▸ **Work order**: Only the text belongs in the copy: retype each record exactly as it appears.

(Entries provided)

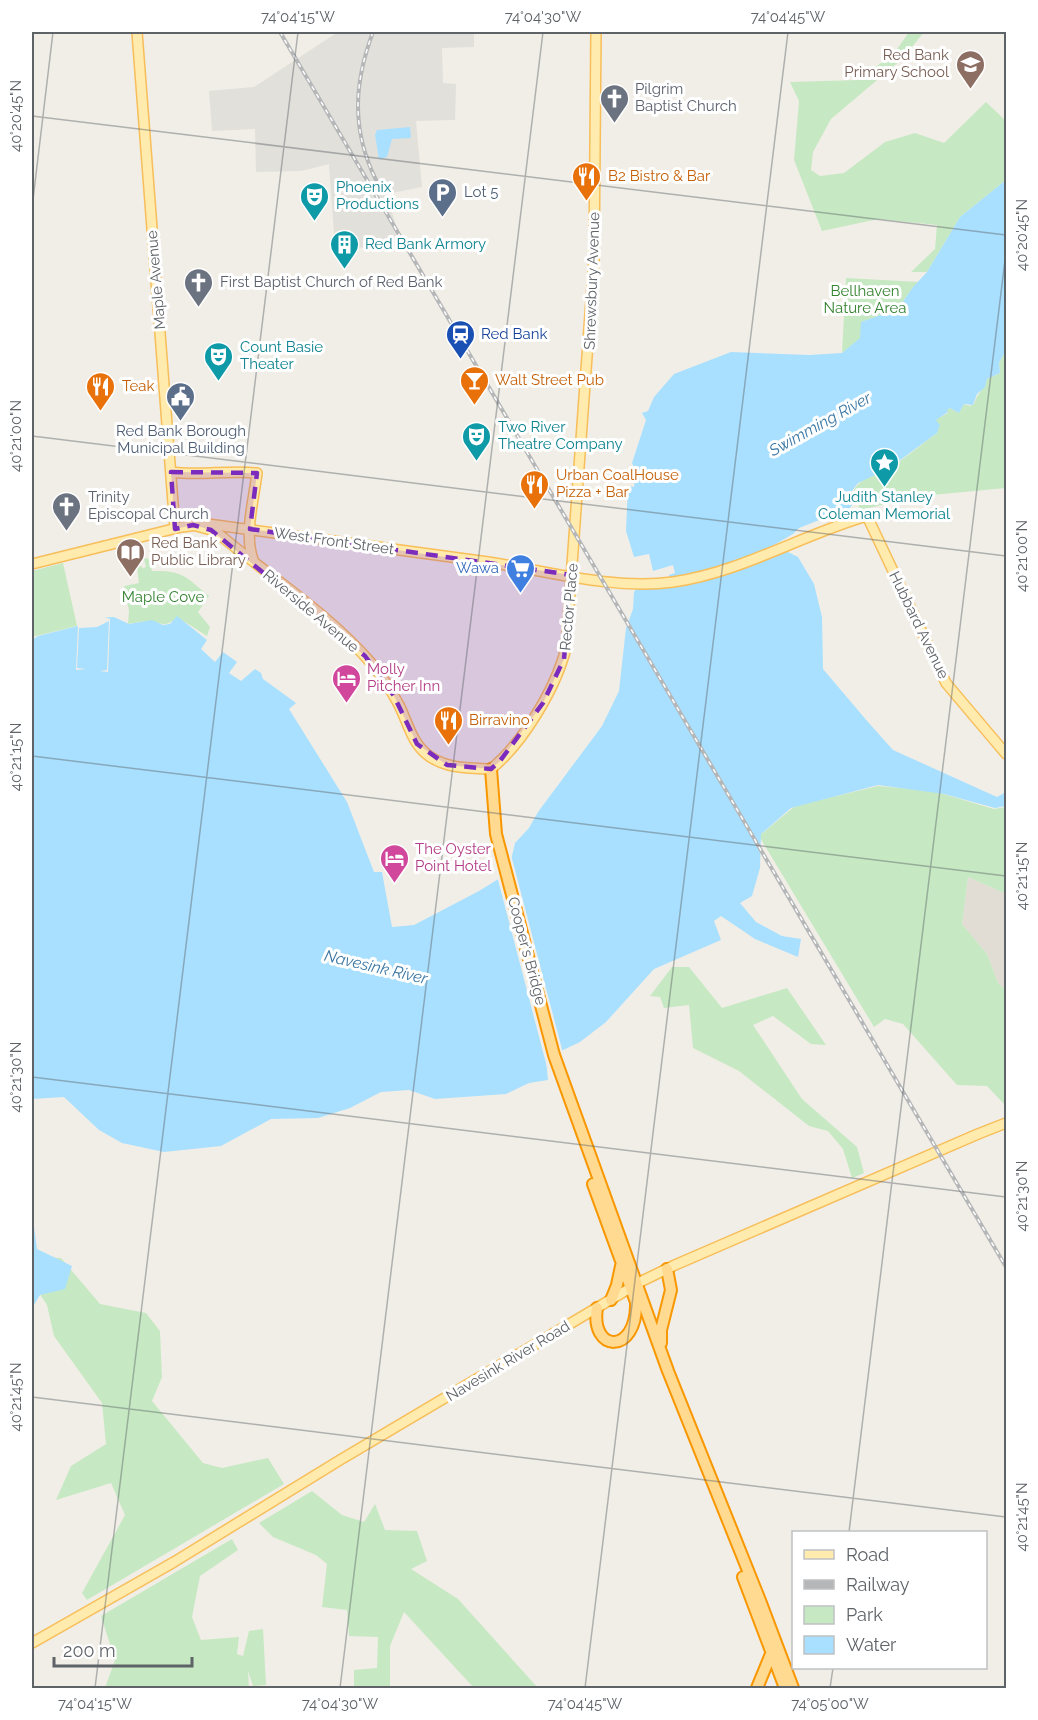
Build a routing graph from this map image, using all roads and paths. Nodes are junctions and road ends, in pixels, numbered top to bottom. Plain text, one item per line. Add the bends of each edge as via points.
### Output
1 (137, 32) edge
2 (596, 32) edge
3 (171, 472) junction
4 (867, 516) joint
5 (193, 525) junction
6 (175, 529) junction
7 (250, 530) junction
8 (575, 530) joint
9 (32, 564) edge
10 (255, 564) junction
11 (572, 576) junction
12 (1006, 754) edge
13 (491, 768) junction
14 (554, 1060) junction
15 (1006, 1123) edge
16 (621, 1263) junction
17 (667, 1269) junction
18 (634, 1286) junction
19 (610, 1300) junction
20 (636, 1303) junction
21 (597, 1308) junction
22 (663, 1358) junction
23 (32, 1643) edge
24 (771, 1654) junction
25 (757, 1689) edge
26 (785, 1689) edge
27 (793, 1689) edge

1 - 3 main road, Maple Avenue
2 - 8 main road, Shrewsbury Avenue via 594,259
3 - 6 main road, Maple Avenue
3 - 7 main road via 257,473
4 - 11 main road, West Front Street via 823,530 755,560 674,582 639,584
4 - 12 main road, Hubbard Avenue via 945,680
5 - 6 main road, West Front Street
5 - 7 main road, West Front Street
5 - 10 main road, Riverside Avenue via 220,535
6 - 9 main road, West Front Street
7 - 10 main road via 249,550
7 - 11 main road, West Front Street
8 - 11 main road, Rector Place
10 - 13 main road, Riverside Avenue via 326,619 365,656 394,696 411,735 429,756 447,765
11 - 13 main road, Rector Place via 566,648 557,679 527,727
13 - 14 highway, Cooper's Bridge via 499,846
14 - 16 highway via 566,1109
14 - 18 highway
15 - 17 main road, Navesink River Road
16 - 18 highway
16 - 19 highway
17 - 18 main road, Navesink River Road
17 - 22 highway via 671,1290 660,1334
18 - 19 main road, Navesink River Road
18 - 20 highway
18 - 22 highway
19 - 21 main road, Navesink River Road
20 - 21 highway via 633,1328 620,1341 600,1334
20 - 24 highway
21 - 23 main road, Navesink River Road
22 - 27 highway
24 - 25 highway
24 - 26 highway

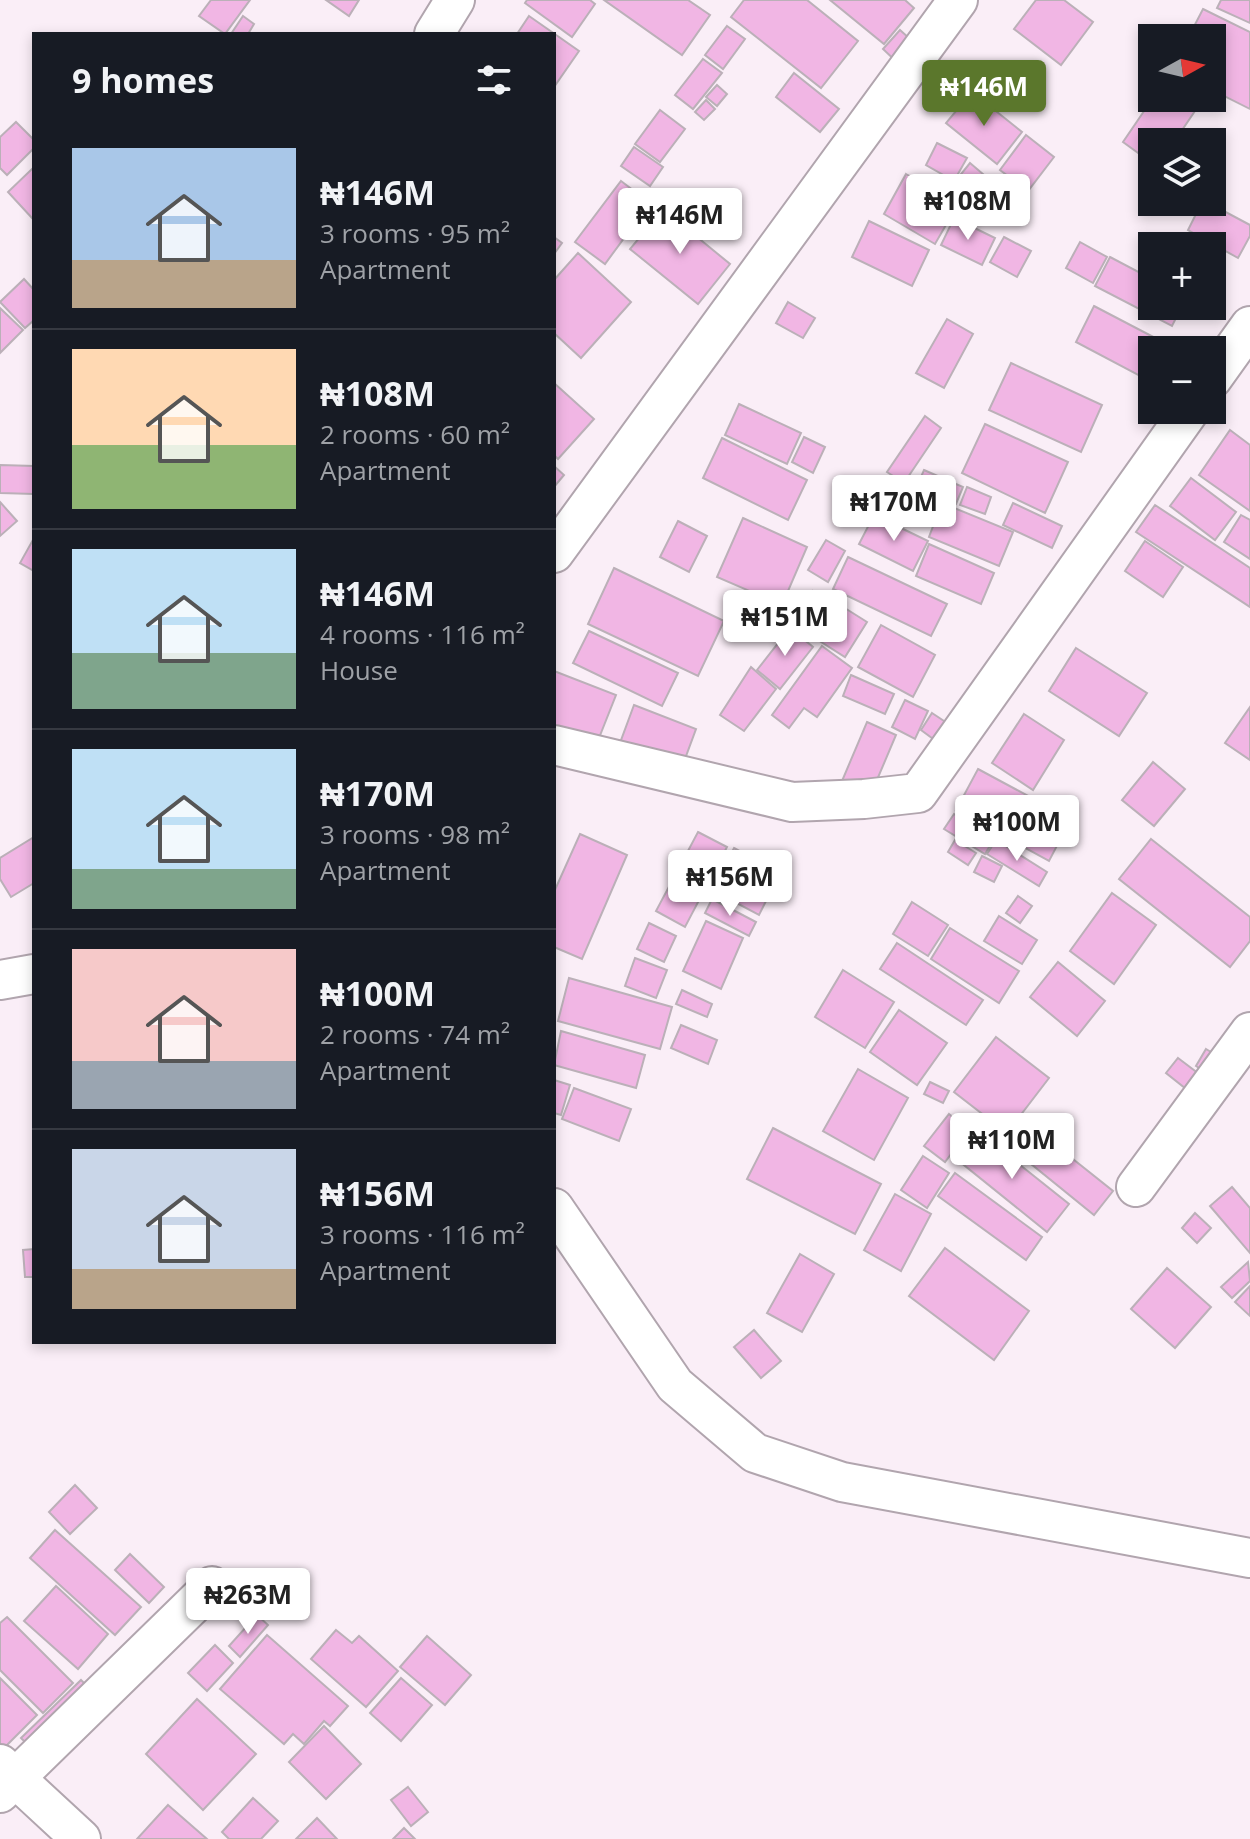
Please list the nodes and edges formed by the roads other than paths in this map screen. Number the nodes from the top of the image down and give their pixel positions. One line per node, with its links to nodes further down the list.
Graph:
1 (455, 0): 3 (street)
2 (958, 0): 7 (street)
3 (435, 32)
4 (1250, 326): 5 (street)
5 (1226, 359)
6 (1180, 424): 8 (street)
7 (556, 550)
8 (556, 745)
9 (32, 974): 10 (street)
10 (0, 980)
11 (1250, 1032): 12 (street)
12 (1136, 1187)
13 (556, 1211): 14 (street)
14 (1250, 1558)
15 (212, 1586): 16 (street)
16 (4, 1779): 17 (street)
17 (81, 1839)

(End Entries provided)

▸ **Solution for this exercise**:
Build a routing graph from this map image, using all roads and paths. Nodes are junctions and road ends, in pixels, numbered top to bottom. Plain text, one item per line. Add the bends of each edge as via points.
### Output
1 (137, 32) edge
2 (596, 32) edge
3 (171, 472) junction
4 (867, 516) joint
5 (193, 525) junction
6 (175, 529) junction
7 (250, 530) junction
8 (575, 530) joint
9 (32, 564) edge
10 (255, 564) junction
11 (572, 576) junction
12 (1006, 754) edge
13 (491, 768) junction
14 (554, 1060) junction
15 (1006, 1123) edge
16 (621, 1263) junction
17 (667, 1269) junction
18 (634, 1286) junction
19 (610, 1300) junction
20 (636, 1303) junction
21 (597, 1308) junction
22 (663, 1358) junction
23 (32, 1643) edge
24 (771, 1654) junction
25 (757, 1689) edge
26 (785, 1689) edge
27 (793, 1689) edge

1 - 3 main road, Maple Avenue
2 - 8 main road, Shrewsbury Avenue via 594,259
3 - 6 main road, Maple Avenue
3 - 7 main road via 257,473
4 - 11 main road, West Front Street via 823,530 755,560 674,582 639,584
4 - 12 main road, Hubbard Avenue via 945,680
5 - 6 main road, West Front Street
5 - 7 main road, West Front Street
5 - 10 main road, Riverside Avenue via 220,535
6 - 9 main road, West Front Street
7 - 10 main road via 249,550
7 - 11 main road, West Front Street
8 - 11 main road, Rector Place
10 - 13 main road, Riverside Avenue via 326,619 365,656 394,696 411,735 429,756 447,765
11 - 13 main road, Rector Place via 566,648 557,679 527,727
13 - 14 highway, Cooper's Bridge via 499,846
14 - 16 highway via 566,1109
14 - 18 highway
15 - 17 main road, Navesink River Road
16 - 18 highway
16 - 19 highway
17 - 18 main road, Navesink River Road
17 - 22 highway via 671,1290 660,1334
18 - 19 main road, Navesink River Road
18 - 20 highway
18 - 22 highway
19 - 21 main road, Navesink River Road
20 - 21 highway via 633,1328 620,1341 600,1334
20 - 24 highway
21 - 23 main road, Navesink River Road
22 - 27 highway
24 - 25 highway
24 - 26 highway

Please list the nodes and edges formed by the roads other than paths in this map screen. Number the nodes from the top of the image down and give their pixel positions. One line per node, with its links to nodes further down the list.
Graph:
1 (455, 0): 3 (street)
2 (958, 0): 7 (street)
3 (435, 32)
4 (1250, 326): 5 (street)
5 (1226, 359)
6 (1180, 424): 8 (street)
7 (556, 550)
8 (556, 745)
9 (32, 974): 10 (street)
10 (0, 980)
11 (1250, 1032): 12 (street)
12 (1136, 1187)
13 (556, 1211): 14 (street)
14 (1250, 1558)
15 (212, 1586): 16 (street)
16 (4, 1779): 17 (street)
17 (81, 1839)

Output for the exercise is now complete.